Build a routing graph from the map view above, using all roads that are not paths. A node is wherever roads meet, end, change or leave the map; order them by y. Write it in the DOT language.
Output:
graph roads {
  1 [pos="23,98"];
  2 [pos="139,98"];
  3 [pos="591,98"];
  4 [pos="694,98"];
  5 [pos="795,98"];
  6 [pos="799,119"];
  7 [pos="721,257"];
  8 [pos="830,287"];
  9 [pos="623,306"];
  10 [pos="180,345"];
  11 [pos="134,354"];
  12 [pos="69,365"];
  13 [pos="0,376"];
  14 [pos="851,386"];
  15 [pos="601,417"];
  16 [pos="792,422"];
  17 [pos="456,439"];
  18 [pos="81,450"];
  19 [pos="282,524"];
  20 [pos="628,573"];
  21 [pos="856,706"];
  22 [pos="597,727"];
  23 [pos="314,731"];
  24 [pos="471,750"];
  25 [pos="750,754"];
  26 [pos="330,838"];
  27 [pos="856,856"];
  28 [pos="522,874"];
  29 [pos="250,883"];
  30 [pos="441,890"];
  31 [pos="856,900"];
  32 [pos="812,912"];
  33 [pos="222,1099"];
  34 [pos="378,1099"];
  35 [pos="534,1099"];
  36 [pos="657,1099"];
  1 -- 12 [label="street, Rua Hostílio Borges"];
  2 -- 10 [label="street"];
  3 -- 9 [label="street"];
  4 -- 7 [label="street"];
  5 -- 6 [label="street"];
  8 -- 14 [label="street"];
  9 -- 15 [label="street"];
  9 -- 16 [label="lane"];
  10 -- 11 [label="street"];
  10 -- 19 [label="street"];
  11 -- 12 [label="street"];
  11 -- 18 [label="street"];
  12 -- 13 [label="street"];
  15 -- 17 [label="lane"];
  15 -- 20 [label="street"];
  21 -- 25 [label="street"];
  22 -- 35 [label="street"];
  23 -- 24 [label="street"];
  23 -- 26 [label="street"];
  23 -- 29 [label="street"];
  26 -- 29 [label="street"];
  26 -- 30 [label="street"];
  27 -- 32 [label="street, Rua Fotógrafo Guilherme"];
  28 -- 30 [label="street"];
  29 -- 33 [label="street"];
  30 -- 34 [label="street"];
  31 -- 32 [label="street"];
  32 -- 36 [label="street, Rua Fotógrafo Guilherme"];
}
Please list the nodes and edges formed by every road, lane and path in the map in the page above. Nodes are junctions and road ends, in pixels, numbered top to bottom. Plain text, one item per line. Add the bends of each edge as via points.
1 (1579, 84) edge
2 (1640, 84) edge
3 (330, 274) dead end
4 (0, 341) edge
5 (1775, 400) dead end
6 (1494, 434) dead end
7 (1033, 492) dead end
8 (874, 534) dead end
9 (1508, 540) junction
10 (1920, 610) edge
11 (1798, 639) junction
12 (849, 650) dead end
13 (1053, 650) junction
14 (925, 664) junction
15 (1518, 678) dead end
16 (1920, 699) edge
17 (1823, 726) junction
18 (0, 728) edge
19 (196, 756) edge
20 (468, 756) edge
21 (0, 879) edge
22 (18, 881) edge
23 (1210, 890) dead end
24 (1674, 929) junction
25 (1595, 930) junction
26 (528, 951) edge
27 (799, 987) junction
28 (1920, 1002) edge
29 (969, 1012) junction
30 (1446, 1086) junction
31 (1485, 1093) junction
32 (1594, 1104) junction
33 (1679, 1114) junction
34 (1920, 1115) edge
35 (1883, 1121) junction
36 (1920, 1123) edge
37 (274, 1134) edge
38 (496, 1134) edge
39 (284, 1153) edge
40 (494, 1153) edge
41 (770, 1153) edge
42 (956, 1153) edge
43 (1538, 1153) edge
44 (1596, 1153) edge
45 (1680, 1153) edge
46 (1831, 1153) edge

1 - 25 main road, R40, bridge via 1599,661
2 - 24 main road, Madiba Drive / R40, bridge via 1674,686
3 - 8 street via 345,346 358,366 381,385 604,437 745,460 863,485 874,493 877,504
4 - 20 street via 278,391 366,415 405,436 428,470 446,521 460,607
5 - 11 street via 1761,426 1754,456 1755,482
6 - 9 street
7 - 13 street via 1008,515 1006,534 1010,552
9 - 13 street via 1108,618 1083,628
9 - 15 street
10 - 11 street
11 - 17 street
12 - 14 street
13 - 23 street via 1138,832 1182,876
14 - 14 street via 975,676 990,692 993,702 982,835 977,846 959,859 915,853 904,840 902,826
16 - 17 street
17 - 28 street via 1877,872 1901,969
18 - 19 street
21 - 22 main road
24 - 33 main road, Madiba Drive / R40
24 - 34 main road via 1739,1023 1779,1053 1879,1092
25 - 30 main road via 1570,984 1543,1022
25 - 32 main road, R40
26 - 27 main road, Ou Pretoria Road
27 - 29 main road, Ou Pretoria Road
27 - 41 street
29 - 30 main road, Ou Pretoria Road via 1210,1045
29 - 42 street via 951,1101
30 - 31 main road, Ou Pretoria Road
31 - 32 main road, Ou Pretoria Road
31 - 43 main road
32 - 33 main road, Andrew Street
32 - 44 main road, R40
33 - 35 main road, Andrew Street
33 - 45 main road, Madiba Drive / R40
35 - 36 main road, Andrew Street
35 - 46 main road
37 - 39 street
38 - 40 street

What you need to do: Track down every line of the material containing the string "Andrew", and copy it.

Response to this exercise:
32 - 33 main road, Andrew Street
33 - 35 main road, Andrew Street
35 - 36 main road, Andrew Street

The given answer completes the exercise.